Billed on its nameplate as Arkansas's weekly newspaper of politics and culture (similarly styled as other regional publications like The Memphis Flyer), Arkansas Times is noted for its opinion columnists and feature articles that take a decidedly progressive stance in comparison to the larger, daily Democrat-Gazette.
Over the years since its founding, the publication's parent company — Arkansas Times Limited Partnership — has gone on to produce a number of special inserts and associated publications. Among these are the weekly El Latino, a Spanish-language weekly. The company also publishes Savvy Kids, a family magazine; the quarterly Arkansas Wild about outdoor pursuits and Arkansas Food and Farm, a periodical that reports on small farm agriculture and locally sourced foods.

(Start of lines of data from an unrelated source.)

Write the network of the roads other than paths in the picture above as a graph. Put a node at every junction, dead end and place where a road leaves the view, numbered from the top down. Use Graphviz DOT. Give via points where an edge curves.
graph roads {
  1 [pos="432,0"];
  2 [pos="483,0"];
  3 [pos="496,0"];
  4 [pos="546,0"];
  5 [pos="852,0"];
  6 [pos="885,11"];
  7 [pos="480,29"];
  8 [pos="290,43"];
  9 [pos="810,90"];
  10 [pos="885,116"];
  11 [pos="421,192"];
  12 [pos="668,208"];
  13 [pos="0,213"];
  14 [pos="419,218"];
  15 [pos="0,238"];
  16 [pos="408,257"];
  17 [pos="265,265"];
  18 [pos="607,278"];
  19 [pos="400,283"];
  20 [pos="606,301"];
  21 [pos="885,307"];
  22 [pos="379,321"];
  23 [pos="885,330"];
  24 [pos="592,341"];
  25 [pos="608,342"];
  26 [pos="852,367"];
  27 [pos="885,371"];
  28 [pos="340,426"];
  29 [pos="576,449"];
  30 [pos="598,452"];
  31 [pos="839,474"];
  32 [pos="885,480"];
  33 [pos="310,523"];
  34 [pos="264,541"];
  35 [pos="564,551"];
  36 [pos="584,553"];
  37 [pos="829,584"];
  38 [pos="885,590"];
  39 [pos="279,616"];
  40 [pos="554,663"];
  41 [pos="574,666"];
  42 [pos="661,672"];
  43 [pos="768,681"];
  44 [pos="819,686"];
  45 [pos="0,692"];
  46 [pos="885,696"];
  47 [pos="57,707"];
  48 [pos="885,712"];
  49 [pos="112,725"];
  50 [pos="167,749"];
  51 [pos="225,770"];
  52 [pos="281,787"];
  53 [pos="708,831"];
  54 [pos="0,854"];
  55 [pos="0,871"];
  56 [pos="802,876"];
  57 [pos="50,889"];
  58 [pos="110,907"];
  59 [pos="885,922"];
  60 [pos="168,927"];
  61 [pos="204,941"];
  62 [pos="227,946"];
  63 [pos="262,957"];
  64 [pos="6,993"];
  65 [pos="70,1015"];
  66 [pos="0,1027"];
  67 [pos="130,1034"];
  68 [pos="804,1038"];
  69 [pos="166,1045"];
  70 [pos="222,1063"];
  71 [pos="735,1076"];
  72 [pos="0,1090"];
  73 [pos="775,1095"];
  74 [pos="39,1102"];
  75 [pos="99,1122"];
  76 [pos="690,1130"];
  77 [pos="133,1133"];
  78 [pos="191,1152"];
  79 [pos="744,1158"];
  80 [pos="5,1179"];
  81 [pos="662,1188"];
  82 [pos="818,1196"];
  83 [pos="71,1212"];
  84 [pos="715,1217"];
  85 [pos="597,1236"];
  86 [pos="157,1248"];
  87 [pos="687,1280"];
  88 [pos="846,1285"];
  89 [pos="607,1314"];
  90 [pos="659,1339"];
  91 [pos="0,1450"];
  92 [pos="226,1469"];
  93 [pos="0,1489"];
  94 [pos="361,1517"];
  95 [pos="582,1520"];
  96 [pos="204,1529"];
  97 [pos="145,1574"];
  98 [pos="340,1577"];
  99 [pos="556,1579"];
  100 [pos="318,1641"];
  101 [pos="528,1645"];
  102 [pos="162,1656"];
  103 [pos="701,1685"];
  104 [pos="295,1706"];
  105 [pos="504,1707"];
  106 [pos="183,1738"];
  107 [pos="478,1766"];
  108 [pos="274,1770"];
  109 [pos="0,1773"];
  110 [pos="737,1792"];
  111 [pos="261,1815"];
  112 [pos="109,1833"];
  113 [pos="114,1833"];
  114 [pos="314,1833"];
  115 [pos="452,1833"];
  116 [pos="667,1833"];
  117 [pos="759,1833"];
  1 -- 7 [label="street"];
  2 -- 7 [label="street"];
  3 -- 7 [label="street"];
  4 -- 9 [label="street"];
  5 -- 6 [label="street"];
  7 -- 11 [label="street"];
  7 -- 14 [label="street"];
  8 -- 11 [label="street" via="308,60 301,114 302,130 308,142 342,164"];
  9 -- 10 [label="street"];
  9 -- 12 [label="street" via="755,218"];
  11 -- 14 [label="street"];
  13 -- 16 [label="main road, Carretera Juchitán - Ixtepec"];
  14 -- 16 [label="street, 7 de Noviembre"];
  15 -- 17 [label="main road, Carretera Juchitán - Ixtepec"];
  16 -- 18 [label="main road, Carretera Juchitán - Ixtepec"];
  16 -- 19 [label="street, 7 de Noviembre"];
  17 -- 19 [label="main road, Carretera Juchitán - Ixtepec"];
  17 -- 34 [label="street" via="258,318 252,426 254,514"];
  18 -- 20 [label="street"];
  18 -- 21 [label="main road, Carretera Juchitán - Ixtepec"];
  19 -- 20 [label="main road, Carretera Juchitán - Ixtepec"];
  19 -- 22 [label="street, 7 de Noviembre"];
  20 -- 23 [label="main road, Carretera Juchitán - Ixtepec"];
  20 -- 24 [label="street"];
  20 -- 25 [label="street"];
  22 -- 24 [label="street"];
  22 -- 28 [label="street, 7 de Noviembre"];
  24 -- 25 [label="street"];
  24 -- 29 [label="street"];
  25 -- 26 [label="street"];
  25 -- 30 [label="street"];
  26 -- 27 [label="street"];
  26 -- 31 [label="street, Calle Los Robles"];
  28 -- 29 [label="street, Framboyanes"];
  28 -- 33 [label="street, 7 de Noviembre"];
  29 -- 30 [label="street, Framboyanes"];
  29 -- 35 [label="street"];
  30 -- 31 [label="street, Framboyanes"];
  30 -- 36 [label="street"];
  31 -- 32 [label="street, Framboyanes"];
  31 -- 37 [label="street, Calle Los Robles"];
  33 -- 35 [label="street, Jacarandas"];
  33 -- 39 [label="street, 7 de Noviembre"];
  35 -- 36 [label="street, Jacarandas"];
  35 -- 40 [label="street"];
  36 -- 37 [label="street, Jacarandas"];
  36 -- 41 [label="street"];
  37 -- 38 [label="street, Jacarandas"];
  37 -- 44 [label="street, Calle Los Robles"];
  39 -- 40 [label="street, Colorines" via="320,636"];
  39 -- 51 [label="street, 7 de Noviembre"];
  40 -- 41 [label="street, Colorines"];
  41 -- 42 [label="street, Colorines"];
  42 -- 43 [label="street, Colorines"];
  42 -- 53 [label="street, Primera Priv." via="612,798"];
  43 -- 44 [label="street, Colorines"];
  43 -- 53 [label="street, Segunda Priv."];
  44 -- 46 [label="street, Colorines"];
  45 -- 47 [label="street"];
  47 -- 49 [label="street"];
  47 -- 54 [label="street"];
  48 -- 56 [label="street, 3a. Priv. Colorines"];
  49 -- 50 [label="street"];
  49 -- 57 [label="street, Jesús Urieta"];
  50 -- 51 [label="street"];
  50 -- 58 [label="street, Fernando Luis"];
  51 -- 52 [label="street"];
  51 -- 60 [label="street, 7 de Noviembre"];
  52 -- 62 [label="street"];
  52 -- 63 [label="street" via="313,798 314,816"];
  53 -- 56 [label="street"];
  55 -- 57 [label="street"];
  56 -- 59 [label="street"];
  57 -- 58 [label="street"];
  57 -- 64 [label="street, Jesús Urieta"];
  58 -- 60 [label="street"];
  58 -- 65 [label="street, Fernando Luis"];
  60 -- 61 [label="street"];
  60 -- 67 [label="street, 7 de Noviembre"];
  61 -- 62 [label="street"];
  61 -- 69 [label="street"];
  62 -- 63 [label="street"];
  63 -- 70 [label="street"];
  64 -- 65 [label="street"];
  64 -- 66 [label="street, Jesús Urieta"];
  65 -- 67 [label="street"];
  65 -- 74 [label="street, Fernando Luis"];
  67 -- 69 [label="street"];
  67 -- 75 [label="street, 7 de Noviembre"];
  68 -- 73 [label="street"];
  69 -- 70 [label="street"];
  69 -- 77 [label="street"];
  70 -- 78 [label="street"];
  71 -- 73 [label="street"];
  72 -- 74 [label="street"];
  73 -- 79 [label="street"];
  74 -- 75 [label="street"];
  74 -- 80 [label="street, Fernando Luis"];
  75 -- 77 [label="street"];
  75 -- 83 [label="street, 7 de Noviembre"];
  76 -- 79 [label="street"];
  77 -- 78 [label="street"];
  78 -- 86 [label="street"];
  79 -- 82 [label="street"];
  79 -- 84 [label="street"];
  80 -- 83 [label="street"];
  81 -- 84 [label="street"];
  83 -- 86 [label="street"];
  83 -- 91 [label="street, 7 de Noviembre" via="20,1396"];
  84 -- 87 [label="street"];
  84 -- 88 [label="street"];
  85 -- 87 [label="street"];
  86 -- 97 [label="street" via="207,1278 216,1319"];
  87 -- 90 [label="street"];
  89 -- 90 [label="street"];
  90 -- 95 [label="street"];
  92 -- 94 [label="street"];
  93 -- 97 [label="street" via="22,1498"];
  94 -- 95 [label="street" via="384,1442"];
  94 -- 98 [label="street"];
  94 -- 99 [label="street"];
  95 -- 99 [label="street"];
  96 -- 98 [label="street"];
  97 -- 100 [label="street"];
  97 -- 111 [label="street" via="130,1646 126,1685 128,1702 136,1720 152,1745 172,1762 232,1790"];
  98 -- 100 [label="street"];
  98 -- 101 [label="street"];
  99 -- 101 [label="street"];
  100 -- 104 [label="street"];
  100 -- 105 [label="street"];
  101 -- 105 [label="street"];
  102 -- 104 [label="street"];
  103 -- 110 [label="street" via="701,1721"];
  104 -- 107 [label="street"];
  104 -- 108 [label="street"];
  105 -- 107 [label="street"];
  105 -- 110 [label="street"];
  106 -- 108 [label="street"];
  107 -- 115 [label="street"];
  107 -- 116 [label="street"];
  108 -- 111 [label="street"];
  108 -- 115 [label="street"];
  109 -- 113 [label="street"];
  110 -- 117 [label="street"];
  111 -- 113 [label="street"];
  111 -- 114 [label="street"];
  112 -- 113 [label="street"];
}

Annually, the first Times issue of the new year is the 'Native's Guide to Pulaski County' — a comprehensive guide to communities and services in Little Rock and throughout Arkansas's most populous county.
The Times was an early innovator in Arkansas as a source of online news.[citation needed] Its Arkansas Blog began as a source of breaking news and analysis about Arkansas in October 2004. It records some 300,000 unique visitors monthly and also attracts readers through Facebook and Twitter posts.[citation needed] Unlimited access to the Arkansas Blog in 2013 became a subscription offering.
Lindsey Millar became editor of the Times in 2011. He introduced a number of digital features, including a weekly public affairs podcast and a daily video headline program. He has expanded the newspaper's reporting reach by privately underwritten reporting projects on a major oil pipeline spill and an ongoing project on education in Arkansas. In 2023, Austin Gelder became editor-in-chief, replacing Lindsey Millar.[3]
In 2018, the Times refused to sign a pledge not to boycott Israel as required by the State's anti-BDS law, Act 710. Consequently one of its advertisers, University of Arkansas – Pulaski Technical College, refused to renew its contract with the magazine. The Times in response sued the State in a case known as Arkansas Times LP v. Mark Waldrip claiming that its First Amendment rights had been violated. The case which was heard at the United States Court of Appeals for the Eighth Circuit was seen as principally important as it could have set a precedent for the application of other anti-BDS laws.[4] On June 22, 2022 the United States Court of Appeals for the Eighth Circuit issued its decision holding that the law was constitutional and did not violate the First Amendment as it was intended to serve a “purely commercial purposes."[5]